017話『白亜の壁の裡へ』(2)
[ 城塞都市ヴィートボルグ ~ 光篭通り ]
いよいよ壁の内側へと入っていくと、そこには篝火の代わりとなる街灯で照らされた街並みが広がっており、騎馬が十頭ほど横隊を組めるほどの広さの街路が北西へ向けて伸びていた。
外灯の支柱は金属製で、いずれも防錆措置が施されている。その先端には水晶硝子の容器が設けてあり中には光を放つ魔晶材が納められていた。
魔晶材が照らす光の色は白から橙色の中間といった具合だが稀に薄い青、緑、黄色など異なる彩光を発する特殊な外灯が等間隔で設けられている。
明瞭ではあるが眩しく感じるほどの光量ではなく、どこか幻想的で安心感を得られる風情を醸し出していた。

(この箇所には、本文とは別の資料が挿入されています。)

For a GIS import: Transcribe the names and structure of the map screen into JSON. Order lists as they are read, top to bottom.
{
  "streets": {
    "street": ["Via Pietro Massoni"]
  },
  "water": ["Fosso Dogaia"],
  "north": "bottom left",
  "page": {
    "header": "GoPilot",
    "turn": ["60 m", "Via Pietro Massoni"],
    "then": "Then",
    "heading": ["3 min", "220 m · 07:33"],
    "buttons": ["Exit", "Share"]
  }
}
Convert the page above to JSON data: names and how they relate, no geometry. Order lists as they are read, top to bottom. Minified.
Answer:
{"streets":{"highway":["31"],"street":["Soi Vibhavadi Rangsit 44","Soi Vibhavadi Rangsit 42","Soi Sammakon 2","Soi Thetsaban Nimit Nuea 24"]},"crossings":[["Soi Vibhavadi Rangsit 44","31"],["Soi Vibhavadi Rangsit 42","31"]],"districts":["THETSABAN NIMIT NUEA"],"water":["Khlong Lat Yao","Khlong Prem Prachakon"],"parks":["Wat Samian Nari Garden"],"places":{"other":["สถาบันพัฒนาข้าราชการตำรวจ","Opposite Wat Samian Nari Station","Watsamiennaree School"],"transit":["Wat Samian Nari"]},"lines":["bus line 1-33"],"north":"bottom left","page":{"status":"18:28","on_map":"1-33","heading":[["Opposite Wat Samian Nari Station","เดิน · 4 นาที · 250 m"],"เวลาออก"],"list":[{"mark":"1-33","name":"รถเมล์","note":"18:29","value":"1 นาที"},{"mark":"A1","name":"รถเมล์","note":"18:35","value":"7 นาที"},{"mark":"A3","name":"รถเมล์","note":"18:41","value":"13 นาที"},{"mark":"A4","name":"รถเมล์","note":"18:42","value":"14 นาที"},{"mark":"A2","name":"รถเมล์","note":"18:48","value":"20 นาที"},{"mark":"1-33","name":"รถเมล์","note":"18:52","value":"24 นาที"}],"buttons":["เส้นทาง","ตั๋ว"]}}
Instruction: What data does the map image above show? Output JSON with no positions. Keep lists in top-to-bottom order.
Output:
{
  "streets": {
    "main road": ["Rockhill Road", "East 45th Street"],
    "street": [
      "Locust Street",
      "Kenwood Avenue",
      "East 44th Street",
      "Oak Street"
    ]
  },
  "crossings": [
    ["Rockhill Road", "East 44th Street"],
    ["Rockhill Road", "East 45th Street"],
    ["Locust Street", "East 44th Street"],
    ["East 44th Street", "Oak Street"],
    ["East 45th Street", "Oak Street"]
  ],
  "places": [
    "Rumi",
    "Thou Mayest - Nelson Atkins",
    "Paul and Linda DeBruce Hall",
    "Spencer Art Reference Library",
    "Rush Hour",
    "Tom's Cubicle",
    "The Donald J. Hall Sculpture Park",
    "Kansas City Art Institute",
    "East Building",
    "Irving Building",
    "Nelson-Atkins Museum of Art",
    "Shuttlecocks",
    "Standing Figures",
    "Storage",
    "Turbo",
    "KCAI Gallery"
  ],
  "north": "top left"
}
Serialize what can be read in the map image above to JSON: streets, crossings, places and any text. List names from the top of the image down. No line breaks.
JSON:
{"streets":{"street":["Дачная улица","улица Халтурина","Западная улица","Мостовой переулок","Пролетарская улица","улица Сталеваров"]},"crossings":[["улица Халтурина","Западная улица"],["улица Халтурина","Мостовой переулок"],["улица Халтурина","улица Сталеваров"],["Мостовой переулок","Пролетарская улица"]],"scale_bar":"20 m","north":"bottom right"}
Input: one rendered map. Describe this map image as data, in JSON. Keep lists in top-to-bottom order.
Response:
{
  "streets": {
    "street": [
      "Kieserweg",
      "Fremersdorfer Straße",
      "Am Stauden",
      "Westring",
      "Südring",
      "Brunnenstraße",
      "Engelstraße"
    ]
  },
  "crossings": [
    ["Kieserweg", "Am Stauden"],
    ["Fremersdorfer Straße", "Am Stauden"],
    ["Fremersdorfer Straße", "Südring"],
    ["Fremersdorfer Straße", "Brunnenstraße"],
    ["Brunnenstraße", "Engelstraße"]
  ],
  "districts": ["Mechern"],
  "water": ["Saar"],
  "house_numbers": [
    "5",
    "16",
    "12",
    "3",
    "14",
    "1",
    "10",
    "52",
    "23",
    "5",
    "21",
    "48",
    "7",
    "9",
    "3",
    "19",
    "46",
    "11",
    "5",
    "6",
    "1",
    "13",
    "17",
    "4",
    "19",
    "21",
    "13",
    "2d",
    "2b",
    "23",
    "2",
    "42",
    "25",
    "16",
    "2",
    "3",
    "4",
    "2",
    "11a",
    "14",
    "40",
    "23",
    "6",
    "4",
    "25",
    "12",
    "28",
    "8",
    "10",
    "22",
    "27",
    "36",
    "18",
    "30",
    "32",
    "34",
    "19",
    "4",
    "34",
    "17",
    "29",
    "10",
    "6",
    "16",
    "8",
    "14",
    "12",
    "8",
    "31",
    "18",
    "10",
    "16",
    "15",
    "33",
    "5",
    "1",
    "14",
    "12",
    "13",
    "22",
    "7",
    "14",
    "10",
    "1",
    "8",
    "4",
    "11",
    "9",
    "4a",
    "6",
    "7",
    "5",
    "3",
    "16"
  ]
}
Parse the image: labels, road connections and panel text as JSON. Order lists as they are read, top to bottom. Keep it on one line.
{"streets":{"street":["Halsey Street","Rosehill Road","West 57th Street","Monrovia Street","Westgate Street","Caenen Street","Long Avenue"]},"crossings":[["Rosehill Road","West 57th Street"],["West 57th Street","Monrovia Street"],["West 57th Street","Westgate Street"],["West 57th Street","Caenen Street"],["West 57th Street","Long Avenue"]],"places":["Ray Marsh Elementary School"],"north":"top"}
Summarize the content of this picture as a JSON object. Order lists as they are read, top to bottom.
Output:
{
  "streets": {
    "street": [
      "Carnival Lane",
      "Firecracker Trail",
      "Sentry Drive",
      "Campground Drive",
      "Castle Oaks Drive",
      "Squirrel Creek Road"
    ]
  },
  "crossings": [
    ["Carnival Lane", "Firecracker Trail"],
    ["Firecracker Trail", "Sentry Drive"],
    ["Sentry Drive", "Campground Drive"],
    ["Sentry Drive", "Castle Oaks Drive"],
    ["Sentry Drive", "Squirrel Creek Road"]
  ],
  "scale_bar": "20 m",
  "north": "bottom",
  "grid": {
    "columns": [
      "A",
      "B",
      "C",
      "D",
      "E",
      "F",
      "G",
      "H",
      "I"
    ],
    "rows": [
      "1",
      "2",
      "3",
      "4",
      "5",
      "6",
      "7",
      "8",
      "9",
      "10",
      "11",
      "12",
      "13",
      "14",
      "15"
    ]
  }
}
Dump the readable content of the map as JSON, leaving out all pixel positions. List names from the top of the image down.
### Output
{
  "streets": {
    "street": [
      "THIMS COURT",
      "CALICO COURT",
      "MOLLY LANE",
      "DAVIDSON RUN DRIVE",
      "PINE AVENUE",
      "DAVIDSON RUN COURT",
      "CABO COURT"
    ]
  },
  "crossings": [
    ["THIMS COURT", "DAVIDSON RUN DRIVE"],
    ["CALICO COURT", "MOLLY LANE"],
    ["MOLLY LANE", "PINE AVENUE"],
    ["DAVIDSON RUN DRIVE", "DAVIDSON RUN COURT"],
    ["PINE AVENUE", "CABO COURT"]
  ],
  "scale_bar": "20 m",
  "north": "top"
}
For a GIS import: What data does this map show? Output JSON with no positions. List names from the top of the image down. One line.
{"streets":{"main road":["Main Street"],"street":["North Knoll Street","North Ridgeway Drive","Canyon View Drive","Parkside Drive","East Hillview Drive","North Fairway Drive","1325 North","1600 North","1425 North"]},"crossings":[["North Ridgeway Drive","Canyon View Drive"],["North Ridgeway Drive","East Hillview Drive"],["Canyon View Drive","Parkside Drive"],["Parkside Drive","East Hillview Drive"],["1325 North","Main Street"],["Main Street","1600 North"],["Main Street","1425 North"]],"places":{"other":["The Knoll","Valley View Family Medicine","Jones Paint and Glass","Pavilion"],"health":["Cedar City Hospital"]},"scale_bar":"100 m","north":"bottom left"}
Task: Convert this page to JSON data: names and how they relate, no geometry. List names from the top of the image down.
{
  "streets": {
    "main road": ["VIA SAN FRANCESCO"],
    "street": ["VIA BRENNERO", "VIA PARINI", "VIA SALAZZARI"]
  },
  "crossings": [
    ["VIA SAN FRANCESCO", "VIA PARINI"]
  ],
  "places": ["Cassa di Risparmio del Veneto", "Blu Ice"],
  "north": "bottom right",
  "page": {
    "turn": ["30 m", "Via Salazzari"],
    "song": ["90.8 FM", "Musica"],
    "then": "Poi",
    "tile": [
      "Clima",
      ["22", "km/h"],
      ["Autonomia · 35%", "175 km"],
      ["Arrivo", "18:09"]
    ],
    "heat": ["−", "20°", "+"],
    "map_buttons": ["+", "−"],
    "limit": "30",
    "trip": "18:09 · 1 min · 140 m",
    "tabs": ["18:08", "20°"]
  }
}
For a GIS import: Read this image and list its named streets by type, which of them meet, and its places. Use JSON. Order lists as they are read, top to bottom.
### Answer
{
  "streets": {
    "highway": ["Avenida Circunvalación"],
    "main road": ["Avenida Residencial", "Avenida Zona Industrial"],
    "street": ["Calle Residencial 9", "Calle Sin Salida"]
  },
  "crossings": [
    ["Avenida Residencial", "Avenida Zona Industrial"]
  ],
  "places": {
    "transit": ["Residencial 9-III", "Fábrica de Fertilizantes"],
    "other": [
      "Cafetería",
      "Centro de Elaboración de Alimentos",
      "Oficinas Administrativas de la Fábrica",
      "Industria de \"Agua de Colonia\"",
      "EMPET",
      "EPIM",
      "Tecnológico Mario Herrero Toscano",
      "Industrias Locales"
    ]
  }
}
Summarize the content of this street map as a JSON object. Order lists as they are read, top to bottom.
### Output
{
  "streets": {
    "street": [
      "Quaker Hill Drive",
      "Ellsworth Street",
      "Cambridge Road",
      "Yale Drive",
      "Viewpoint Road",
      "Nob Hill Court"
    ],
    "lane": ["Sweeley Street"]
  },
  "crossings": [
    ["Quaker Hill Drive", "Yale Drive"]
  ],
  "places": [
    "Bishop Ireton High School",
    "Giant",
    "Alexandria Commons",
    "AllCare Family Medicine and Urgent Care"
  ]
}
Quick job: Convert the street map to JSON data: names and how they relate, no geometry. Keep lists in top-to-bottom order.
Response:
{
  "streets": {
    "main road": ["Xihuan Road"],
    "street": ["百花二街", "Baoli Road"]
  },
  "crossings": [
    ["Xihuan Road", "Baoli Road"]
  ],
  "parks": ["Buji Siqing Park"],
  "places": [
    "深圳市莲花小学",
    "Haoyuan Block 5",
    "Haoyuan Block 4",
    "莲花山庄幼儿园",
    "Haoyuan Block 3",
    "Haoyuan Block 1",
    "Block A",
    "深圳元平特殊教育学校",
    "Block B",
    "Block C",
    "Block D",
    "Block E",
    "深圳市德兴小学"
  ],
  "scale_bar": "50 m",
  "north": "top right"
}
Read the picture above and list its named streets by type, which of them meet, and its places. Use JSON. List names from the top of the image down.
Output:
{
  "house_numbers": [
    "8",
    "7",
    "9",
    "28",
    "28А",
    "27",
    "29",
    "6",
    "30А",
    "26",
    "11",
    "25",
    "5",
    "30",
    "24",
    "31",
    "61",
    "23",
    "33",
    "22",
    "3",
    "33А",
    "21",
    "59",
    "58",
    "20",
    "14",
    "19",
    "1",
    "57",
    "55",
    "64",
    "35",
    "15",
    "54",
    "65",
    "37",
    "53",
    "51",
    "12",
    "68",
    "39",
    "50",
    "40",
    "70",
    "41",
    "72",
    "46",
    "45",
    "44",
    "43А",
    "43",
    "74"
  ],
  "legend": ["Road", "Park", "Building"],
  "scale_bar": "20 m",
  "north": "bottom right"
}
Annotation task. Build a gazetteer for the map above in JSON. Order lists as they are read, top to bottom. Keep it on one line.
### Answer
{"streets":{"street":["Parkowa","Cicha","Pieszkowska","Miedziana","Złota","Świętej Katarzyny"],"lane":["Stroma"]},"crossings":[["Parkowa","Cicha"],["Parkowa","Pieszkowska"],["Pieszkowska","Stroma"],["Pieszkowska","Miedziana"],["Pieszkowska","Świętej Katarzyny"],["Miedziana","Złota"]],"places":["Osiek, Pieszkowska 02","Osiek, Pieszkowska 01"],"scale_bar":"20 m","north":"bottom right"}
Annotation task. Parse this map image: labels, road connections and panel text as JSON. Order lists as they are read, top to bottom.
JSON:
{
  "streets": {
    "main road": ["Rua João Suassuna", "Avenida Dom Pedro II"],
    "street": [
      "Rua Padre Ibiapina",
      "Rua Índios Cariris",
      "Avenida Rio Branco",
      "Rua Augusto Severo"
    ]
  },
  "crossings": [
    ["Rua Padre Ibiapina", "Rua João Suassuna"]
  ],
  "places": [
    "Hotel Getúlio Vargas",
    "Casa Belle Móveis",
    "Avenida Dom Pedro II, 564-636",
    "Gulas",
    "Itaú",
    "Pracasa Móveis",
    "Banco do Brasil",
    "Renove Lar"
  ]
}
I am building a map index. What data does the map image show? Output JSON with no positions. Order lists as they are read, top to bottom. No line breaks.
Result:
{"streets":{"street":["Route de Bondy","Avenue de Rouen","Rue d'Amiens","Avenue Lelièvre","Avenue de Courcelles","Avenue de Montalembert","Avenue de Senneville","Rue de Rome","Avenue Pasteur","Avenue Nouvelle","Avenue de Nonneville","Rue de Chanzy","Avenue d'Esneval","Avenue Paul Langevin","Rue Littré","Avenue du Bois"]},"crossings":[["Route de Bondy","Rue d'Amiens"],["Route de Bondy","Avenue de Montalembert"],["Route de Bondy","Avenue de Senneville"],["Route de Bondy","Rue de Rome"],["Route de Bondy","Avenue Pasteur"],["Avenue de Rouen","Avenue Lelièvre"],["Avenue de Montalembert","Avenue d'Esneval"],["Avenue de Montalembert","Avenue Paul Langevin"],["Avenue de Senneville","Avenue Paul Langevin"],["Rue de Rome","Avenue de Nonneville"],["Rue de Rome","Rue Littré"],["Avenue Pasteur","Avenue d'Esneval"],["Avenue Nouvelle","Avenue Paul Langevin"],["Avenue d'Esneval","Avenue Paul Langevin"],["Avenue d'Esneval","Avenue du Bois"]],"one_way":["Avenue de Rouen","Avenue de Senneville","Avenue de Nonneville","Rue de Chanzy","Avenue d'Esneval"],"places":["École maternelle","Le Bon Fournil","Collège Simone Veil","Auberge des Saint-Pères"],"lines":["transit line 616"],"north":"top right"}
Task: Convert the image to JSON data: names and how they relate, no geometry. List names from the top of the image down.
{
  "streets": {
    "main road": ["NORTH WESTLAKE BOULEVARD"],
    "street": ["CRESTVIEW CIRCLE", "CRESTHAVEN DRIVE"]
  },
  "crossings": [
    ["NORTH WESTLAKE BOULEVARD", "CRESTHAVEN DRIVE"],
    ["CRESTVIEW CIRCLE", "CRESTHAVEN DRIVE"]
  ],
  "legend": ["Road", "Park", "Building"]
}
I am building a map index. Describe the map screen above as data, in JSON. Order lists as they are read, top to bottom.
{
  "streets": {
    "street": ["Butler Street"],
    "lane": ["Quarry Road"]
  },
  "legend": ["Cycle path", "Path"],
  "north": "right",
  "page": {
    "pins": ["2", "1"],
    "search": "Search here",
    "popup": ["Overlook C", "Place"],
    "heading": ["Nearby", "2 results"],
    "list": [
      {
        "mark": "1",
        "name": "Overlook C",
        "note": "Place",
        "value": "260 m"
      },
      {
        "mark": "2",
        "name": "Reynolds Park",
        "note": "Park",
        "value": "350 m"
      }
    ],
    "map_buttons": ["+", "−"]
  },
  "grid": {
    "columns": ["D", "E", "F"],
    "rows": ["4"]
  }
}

色鮮やかに煌めく街の光を、うっとりとした表情でラキリエルは眺めている。これまでの道中で幾つかの村や街に立ち寄ってきたが、これほどに美しい光景を描いていた場所はなかったのだ。故に、童心に帰って見惚れていた。
少女の如く瞳を輝かせるラキリエルの意識を邪魔しないようにサダューインはさり気ない声色と声量で解説を添え始めた。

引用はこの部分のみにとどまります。